Good catch, updated the comment.

ZarkoCA added inline comments.Feb 19 2020, 10:17 AM
llvm/test/CodeGen/PowerPC/aix32-crsave.mir
66

formatting

llvm/test/CodeGen/PowerPC/ppc64-crsave.mir
88

formatting

sfertile updated this revision to Diff 245685.Feb 20 2020, 10:12 AM

Fix formatting of CHECK lines in several of the lit tests.

sfertile marked 2 inline comments as done.Feb 20 2020, 10:13 AM
Xiangling_L accepted this revision.Feb 21 2020, 8:26 AM

LGTM with a minor comment

llvm/lib/Target/PowerPC/PPCFrameLowering.cpp
929

minor issue: inconsistency between how to get instruction TII.get(PPC::MFOCRF8) and MoveFromCondRegInst?

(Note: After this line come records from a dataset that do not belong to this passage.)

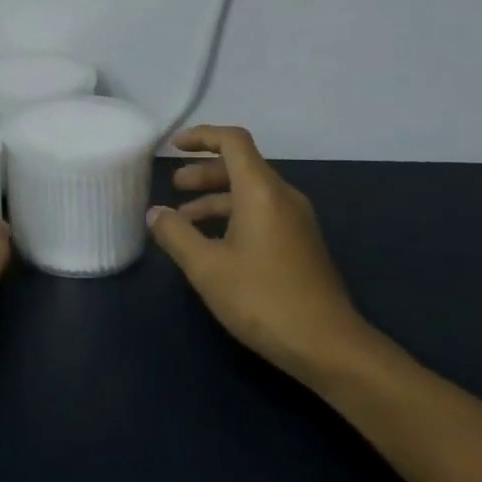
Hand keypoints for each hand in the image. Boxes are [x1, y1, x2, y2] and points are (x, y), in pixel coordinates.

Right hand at [148, 125, 380, 388]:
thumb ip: (175, 234)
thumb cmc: (262, 298)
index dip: (201, 136)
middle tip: (173, 187)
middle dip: (203, 172)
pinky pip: (261, 213)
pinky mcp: (300, 244)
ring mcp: (296, 222)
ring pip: (250, 193)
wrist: (327, 345)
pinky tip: (212, 244)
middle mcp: (283, 197)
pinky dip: (232, 216)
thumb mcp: (206, 267)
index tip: (173, 147)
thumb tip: (155, 213)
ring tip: (184, 220)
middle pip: (241, 166)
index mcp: (261, 192)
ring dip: (215, 198)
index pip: (233, 142)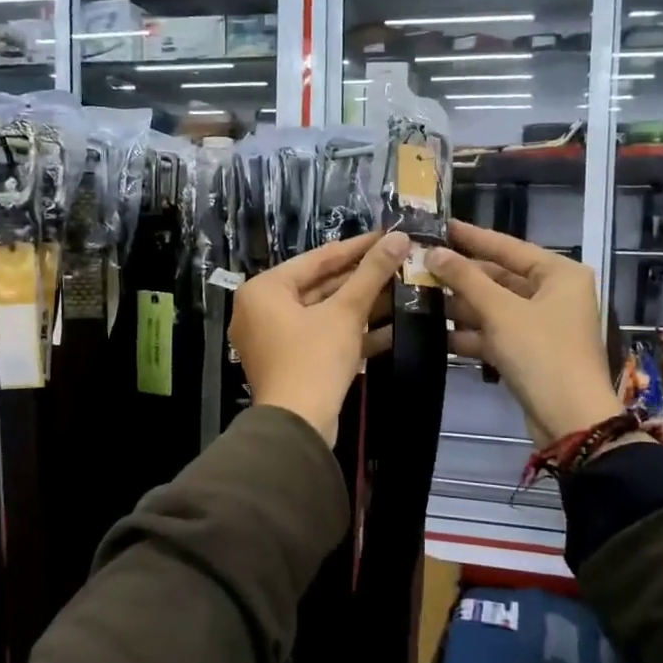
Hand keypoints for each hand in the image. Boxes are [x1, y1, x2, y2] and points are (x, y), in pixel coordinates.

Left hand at [231, 230, 407, 444]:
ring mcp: (274, 339)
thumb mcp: (345, 312)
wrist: (297, 426)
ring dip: (361, 306)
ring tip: (401, 290)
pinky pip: (322, 337)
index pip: (317, 258)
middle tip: (398, 263)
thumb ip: (371, 273)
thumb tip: (398, 238)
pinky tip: (392, 328)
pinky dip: (351, 333)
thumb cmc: (314, 359)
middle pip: (319, 286)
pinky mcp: (290, 362)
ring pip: (323, 313)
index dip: (356, 247)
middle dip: (361, 279)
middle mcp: (261, 310)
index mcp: (265, 289)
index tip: (387, 236)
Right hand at [428, 221, 619, 446]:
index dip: (472, 237)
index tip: (440, 226)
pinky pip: (496, 333)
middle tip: (421, 266)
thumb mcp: (500, 311)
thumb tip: (433, 252)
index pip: (508, 246)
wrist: (570, 419)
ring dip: (461, 306)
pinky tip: (437, 334)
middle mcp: (555, 294)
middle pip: (500, 277)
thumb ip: (466, 278)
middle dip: (461, 276)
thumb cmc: (541, 352)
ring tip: (420, 297)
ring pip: (495, 307)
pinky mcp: (530, 352)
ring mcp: (542, 325)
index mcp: (560, 274)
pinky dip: (471, 334)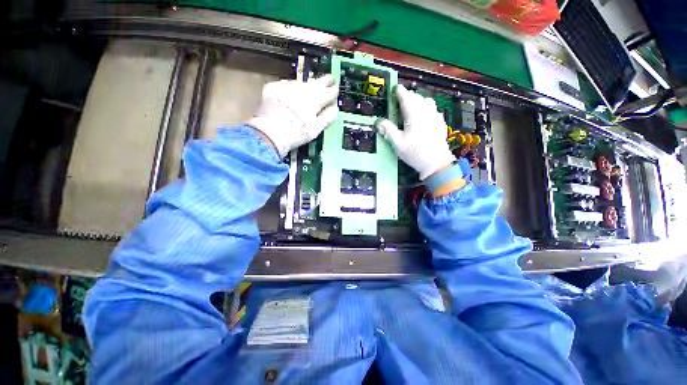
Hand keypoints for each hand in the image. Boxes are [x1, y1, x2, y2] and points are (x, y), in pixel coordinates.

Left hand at [248, 75, 338, 157]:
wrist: (269, 133)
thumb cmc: (296, 133)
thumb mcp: (316, 129)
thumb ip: (327, 117)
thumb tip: (335, 108)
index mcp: (315, 100)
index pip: (329, 91)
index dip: (334, 90)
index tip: (336, 88)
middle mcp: (302, 89)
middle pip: (317, 82)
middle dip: (325, 81)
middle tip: (329, 79)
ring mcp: (287, 86)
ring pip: (301, 83)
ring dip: (307, 86)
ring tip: (309, 92)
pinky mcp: (274, 87)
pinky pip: (287, 85)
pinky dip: (291, 89)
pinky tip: (291, 95)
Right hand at [376, 85, 454, 179]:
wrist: (436, 162)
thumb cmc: (414, 152)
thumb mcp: (397, 143)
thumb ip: (388, 130)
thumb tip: (378, 121)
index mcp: (413, 113)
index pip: (405, 97)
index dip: (399, 91)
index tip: (394, 89)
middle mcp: (425, 111)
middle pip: (416, 97)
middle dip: (407, 97)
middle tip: (399, 102)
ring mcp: (435, 116)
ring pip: (426, 101)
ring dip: (418, 101)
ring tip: (411, 109)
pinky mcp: (440, 122)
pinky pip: (433, 110)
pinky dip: (426, 109)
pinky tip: (423, 118)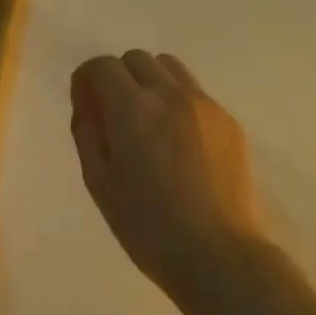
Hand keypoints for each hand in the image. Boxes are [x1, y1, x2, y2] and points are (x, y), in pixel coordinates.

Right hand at [70, 51, 263, 298]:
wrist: (218, 255)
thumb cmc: (148, 227)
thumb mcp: (100, 183)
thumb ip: (88, 131)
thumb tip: (87, 99)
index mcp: (133, 110)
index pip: (102, 66)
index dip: (87, 78)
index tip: (85, 102)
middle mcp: (171, 95)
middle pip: (136, 59)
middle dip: (118, 77)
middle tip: (115, 115)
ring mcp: (205, 105)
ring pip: (170, 68)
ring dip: (150, 82)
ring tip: (149, 121)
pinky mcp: (229, 121)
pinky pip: (195, 93)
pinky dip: (178, 102)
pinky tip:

This revision is now accepted and ready to land.Feb 21 2020, 8:26 AM
cebowleratibm added inline comments.Feb 24 2020, 5:00 AM
llvm/lib/Target/PowerPC/PPCFrameLowering.cpp
929

I think the current code is the preferred form. I had asked for the IsPPC64 assertion above to clarify to the reader that it's ok to hard code MFOCRF8.

sfertile marked an inline comment as done.Feb 24 2020, 7:29 AM
sfertile added inline comments.
llvm/lib/Target/PowerPC/PPCFrameLowering.cpp
929

Like Chris says: MoveFromCondRegInst --> opcode depends on if we are targeting 32-bit or 64-bit codegen, while the hard-coded opcode is to call out explicitly that this code is 64-bit only (in conjunction with the assert).

This revision was automatically updated to reflect the committed changes.